__Exercise__: Your answer should be every line of the entries that has the string "Avenue" in it.
Dataset records below:
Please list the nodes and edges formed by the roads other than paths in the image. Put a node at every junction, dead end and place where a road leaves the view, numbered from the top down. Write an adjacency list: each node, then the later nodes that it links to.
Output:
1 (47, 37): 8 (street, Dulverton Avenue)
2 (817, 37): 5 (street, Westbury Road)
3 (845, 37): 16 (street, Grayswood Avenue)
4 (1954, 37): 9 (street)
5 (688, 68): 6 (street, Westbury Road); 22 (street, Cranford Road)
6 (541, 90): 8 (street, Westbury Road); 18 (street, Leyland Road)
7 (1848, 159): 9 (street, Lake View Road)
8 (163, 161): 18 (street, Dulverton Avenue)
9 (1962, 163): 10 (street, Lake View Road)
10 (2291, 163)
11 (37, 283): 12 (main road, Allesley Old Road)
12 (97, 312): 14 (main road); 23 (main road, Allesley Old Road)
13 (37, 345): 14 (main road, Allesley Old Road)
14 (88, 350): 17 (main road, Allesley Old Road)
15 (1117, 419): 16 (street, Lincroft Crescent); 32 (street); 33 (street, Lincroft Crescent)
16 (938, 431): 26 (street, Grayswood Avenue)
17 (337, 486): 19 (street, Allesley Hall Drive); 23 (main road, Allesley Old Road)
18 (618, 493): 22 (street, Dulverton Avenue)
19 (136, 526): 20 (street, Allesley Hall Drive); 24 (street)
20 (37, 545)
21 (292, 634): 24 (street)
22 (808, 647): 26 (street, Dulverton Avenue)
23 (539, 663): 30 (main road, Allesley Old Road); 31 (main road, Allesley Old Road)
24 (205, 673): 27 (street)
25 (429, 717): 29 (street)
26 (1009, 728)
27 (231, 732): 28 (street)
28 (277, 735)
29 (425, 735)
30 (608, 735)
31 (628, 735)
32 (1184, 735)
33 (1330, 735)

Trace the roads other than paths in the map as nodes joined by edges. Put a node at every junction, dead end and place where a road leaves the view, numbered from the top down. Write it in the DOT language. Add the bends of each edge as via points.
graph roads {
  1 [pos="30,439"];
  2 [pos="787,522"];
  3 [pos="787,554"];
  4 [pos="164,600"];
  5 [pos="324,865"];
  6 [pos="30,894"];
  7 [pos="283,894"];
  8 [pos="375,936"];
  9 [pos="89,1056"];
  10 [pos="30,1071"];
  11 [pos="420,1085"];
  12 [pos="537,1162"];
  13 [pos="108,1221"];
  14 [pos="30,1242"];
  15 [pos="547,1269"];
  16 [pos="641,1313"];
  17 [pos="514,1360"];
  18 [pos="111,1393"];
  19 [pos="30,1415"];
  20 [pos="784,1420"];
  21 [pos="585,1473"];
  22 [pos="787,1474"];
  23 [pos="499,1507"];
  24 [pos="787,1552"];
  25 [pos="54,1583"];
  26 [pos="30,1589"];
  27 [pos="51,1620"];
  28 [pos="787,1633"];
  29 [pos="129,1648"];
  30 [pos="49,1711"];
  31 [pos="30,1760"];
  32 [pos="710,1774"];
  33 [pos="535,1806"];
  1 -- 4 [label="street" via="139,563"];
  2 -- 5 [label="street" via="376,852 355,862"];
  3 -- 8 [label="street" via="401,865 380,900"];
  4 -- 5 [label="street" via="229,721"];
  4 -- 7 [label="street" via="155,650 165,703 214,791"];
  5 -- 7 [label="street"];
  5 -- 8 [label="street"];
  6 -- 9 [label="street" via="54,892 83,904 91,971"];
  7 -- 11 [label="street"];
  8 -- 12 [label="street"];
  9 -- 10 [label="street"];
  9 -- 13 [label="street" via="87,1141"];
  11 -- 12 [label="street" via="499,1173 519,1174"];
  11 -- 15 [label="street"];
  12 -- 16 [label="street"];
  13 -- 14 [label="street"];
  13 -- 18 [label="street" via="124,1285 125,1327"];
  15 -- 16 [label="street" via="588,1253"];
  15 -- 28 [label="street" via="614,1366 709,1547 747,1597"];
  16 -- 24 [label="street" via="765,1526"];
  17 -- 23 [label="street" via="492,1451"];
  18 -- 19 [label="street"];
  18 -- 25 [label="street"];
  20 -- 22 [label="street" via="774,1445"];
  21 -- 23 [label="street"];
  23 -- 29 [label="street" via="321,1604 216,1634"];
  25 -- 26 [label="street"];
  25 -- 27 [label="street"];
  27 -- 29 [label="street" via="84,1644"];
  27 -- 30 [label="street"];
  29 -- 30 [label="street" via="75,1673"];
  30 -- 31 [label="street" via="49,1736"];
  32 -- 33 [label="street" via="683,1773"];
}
End of Dataset records.
__Answer area__:
1 (47, 37): 8 (street, Dulverton Avenue)
3 (845, 37): 16 (street, Grayswood Avenue)
8 (163, 161): 18 (street, Dulverton Avenue)
16 (938, 431): 26 (street, Grayswood Avenue)
18 (618, 493): 22 (street, Dulverton Avenue)
22 (808, 647): 26 (street, Dulverton Avenue)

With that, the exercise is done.